Stored items
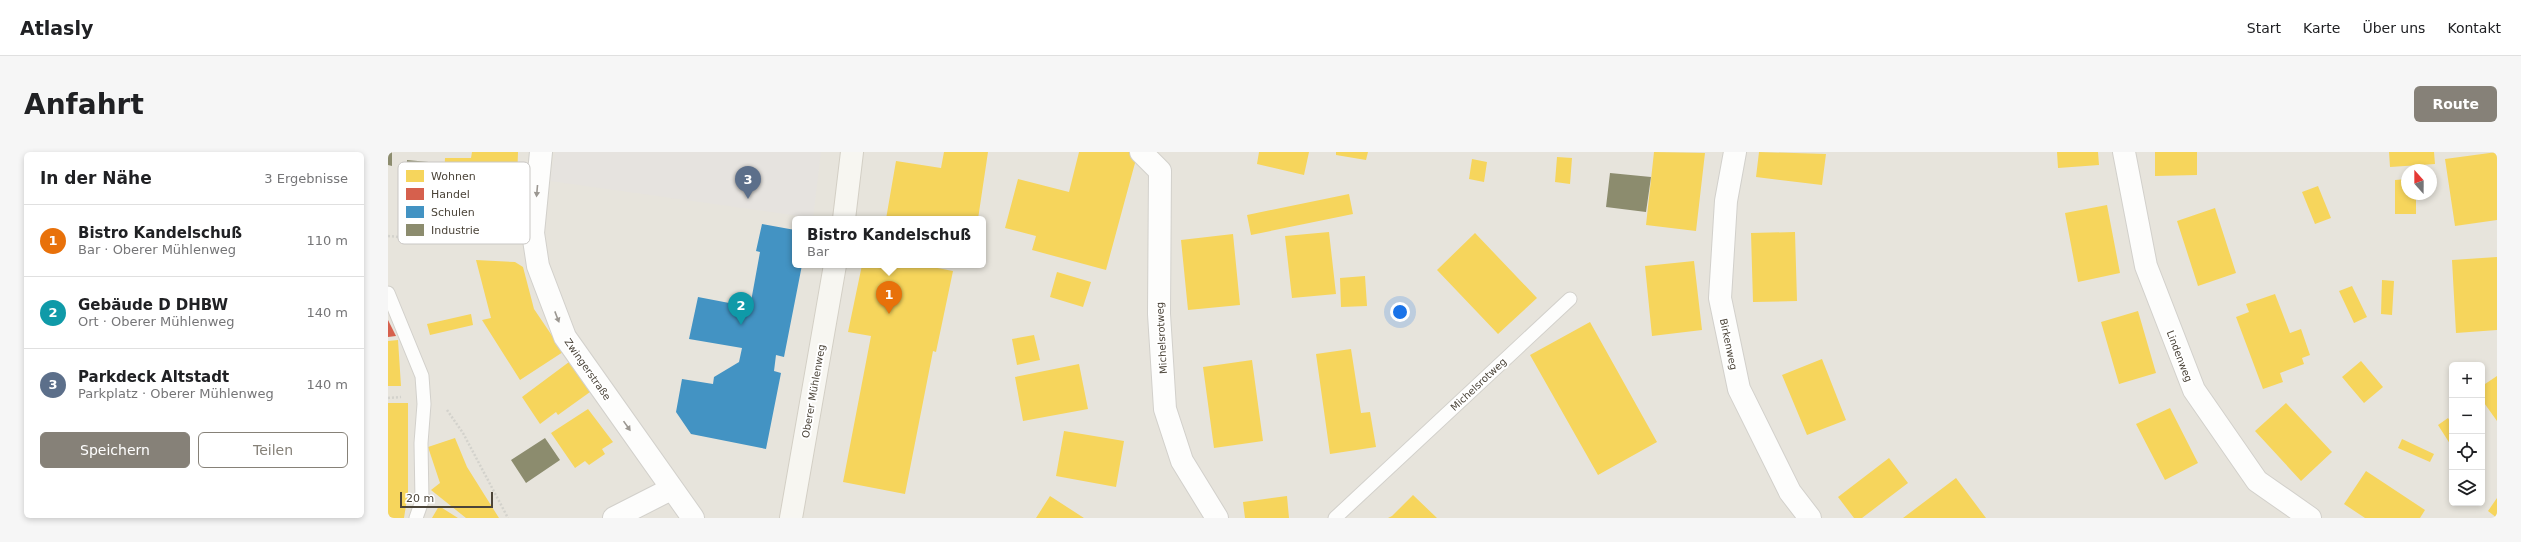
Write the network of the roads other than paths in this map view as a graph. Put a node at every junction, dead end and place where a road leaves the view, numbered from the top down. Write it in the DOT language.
graph roads {
  1 [pos="541,152"];
  2 [pos="852,152"];
  3 [pos="1142,152"];
  4 [pos="1735,152"];
  5 [pos="2124,152"];
  6 [pos="844,216"];
  7 [pos="835,268"];
  8 [pos="388,293"];
  9 [pos="1570,299"];
  10 [pos="671,489"];
  11 [pos="416,518"];
  12 [pos="614,518"];
  13 [pos="693,518"];
  14 [pos="791,518"];
  15 [pos="1217,518"];
  16 [pos="1335,518"];
  17 [pos="1810,518"];
  18 [pos="2310,518"];
  1 -- 10 [label="street, Zwingerstraße, one-way"];
  2 -- 6 [label="street"];
  3 -- 15 [label="street, Michelsrotweg"];
  4 -- 17 [label="street, Birkenweg"];
  5 -- 18 [label="street, Lindenweg"];
  7 -- 14 [label="street, Oberer Mühlenweg"];
  8 -- 11 [label="lane"];
  9 -- 16 [label="lane, Michelsrotweg"];
  10 -- 12 [label="street"];
  10 -- 13 [label="street, Zwingerstraße"];
}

Work to be completed → Output each record precisely as it appears, and drop every picture.

Task output →
Write the network of the roads other than paths in this map view as a graph. Put a node at every junction, dead end and place where a road leaves the view, numbered from the top down. Write it in the DOT language.
graph roads {
  1 [pos="541,152"];
  2 [pos="852,152"];
  3 [pos="1142,152"];
  4 [pos="1735,152"];
  5 [pos="2124,152"];
  6 [pos="844,216"];
  7 [pos="835,268"];
  8 [pos="388,293"];
  9 [pos="1570,299"];
  10 [pos="671,489"];
  11 [pos="416,518"];
  12 [pos="614,518"];
  13 [pos="693,518"];
  14 [pos="791,518"];
  15 [pos="1217,518"];
  16 [pos="1335,518"];
  17 [pos="1810,518"];
  18 [pos="2310,518"];
  1 -- 10 [label="street, Zwingerstraße, one-way"];
  2 -- 6 [label="street"];
  3 -- 15 [label="street, Michelsrotweg"];
  4 -- 17 [label="street, Birkenweg"];
  5 -- 18 [label="street, Lindenweg"];
  7 -- 14 [label="street, Oberer Mühlenweg"];
  8 -- 11 [label="lane"];
  9 -- 16 [label="lane, Michelsrotweg"];
  10 -- 12 [label="street"];
  10 -- 13 [label="street, Zwingerstraße"];
}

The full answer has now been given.